Thread: problems related to probability ?

1. problems related to probability ?

Hi All,

I am stuck in the below problem, so need assistance.

Q1 - A person draws a card from a pack of 52 , replaces it and shuffles it. He continues doing it until he draws a heart.what is the probability he has to make 3 trails ?

Book Answer is 9/64

Q2 - If 4 whole numbers was taken at random and multiplied together, what is the chance that the last digit in the product is 1,3,7 or 9 ?

Any help would be greatly appreciated.

Thanks,
Ashish

2. 9/64 is correct
this is a geometric random variable
P((no heart on first selection)(no heart on second selection)(heart on third selection))
=P(no heart on first selection)P(no heart on second selection)P(heart on third selection)
by independence
=(3/4)(3/4)(1/4)

3. I don't really understand (2)
Is there a range of numbers?
Can we pick 1 through 100,000,000?

4. Originally Posted by a69356
Hi All,

I am stuck in the below problem, so need assistance.

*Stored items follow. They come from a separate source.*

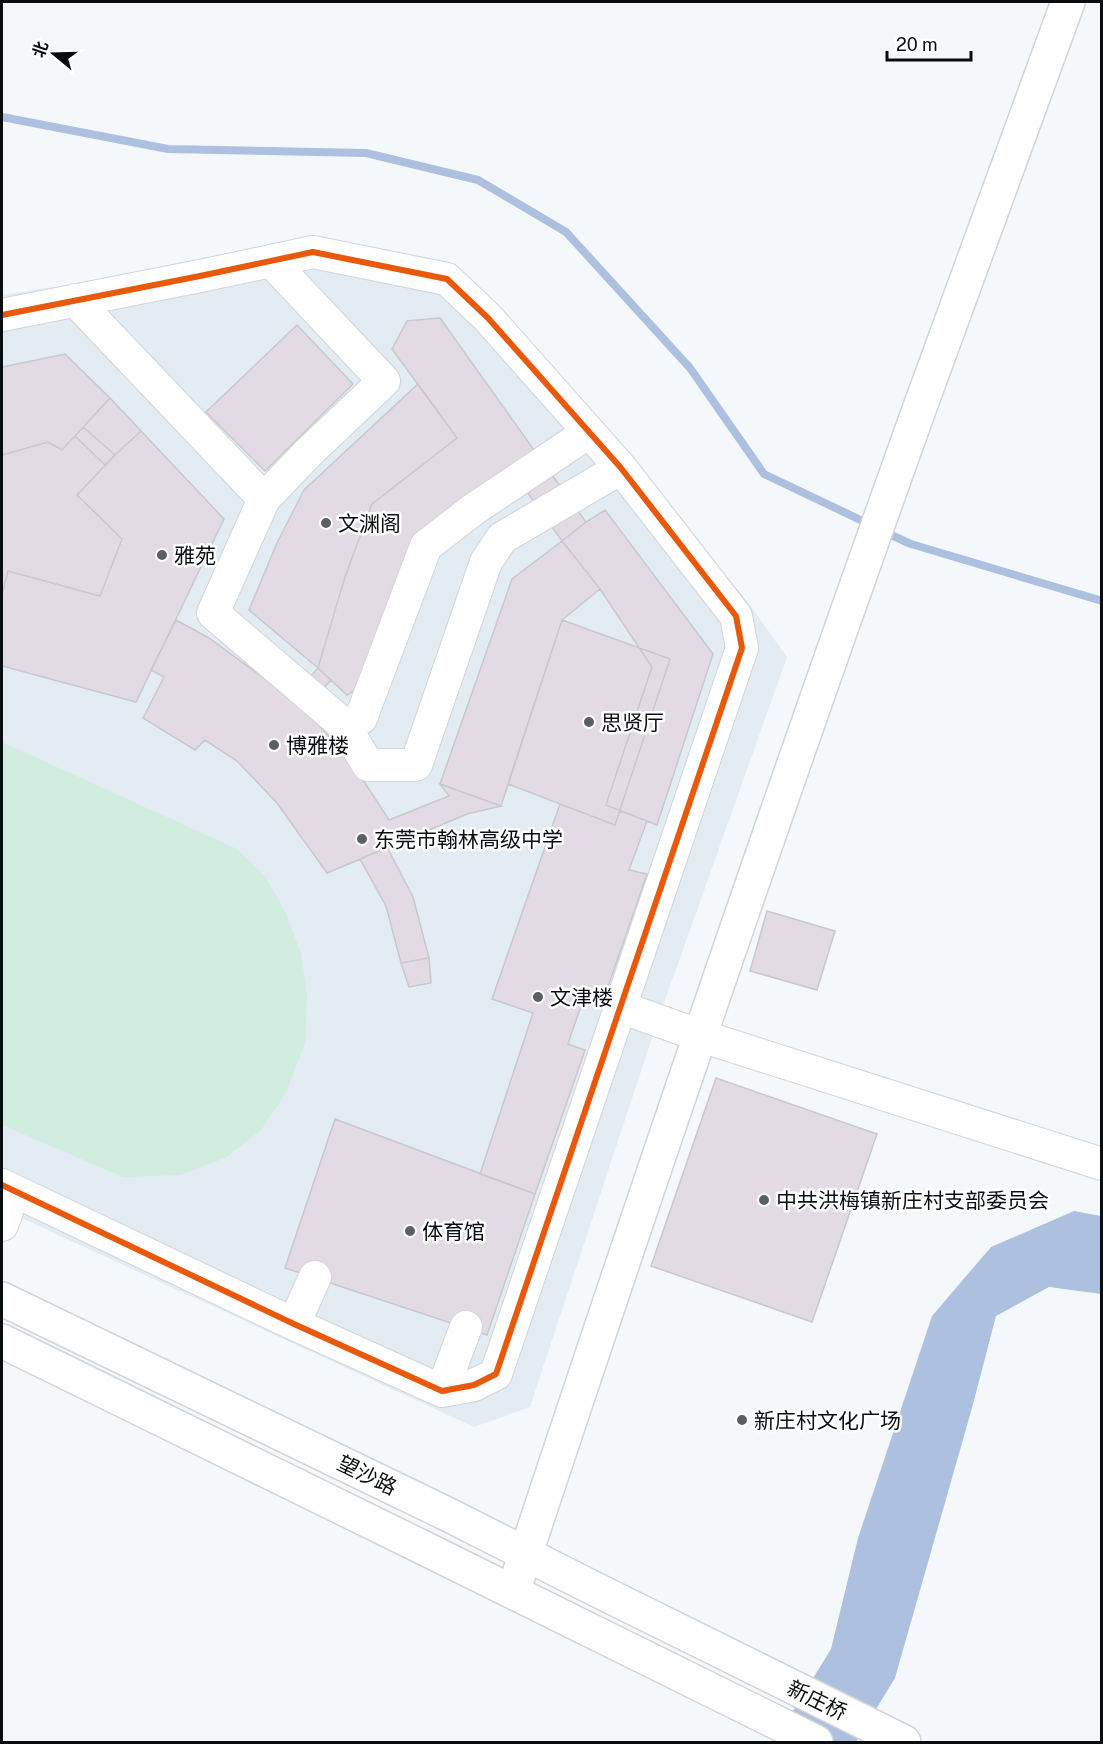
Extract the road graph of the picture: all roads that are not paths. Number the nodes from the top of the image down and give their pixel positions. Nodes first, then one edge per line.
1 (1068, 2) edge
2 (271, 261) junction
3 (75, 300) junction
4 (2, 315) edge
5 (590, 432) junction
6 (621, 468) junction
7 (264, 499) junction
8 (344, 725) junction
9 (610, 1016) junction
10 (701, 1036) junction
11 (1101, 1164) edge
12 (6, 1187) edge
13 (2, 1225) edge
14 (315, 1277) dead end
15 (2, 1299) edge
16 (294, 1324) junction
17 (466, 1328) dead end
18 (2, 1341) edge
19 (442, 1391) junction
20 (525, 1554) junction
21 (513, 1592) junction
22 (731, 1657) joint
23 (717, 1693) joint
24 (816, 1743) edge
25 (904, 1743) edge

1 - 10 main road
2 - 3 street
2 - 5 street
2 - 7 street
3 - 4 street
3 - 7 street
5 - 6 street
5 - 8 street
6 - 8 street
6 - 9 street
7 - 8 street
9 - 10 street
9 - 19 street
10 - 11 street
10 - 20 main road
12 - 13 street
12 - 16 street
14 - 16 street
15 - 20 main road, 望沙路
16 - 19 street
17 - 19 street
18 - 21 main road, 望沙路
20 - 21 main road
20 - 22 main road, 望沙路
21 - 23 main road, 望沙路
22 - 25 main road, 新庄桥
23 - 24 main road, 新庄桥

Q1 - A person draws a card from a pack of 52 , replaces it and shuffles it. He continues doing it until he draws a heart.what is the probability he has to make 3 trails ?

Book Answer is 9/64

Q2 - If 4 whole numbers was taken at random and multiplied together, what is the chance that the last digit in the product is 1,3,7 or 9 ?

Any help would be greatly appreciated.

Thanks,
Ashish
Q2. Matheagle is quite right, you have to make some assumption about the probability space from which the numbers are drawn. We will just assume that the space is large enough that the probability that the remainder when a number is divided by 10 is evenly distributed in the range 0, 1, 2, ..., 9. I.e., if X is one of our random numbers, the probability that $X \equiv n \pmod{10}$ is 1/10 for n = 0, 1, 2, ..., 9.

Suppose the 4 numbers are $X_1, X_2, X_3, \text{ and } X_4$. Their product ends in 1, 3, 7, or 9 if it does not end in 0, 2, 4, 5, 6, or 8; in other words, if it is not divisible by 2 or 5. Since 2 and 5 are primes, the product is not divisible by 2 or 5 if none of $X_1, X_2, X_3, \text{ and } X_4$ is divisible by 2 or 5. For each i,

$P(X_i \text{ is not divisible by 2 or 5}) = P(X_i \equiv 1, 3, 7, \text{ or } 9 \pmod{10}) = 4/10$.

The $X_i$'s are independent, so the probability that $X_1 X_2 X_3 X_4$ ends in 1, 3, 7, or 9 is

$P(X_1, X_2, X_3 \text{ and } X_4 \text{ are not divisible by 2 or 5}) = (4/10)^4$.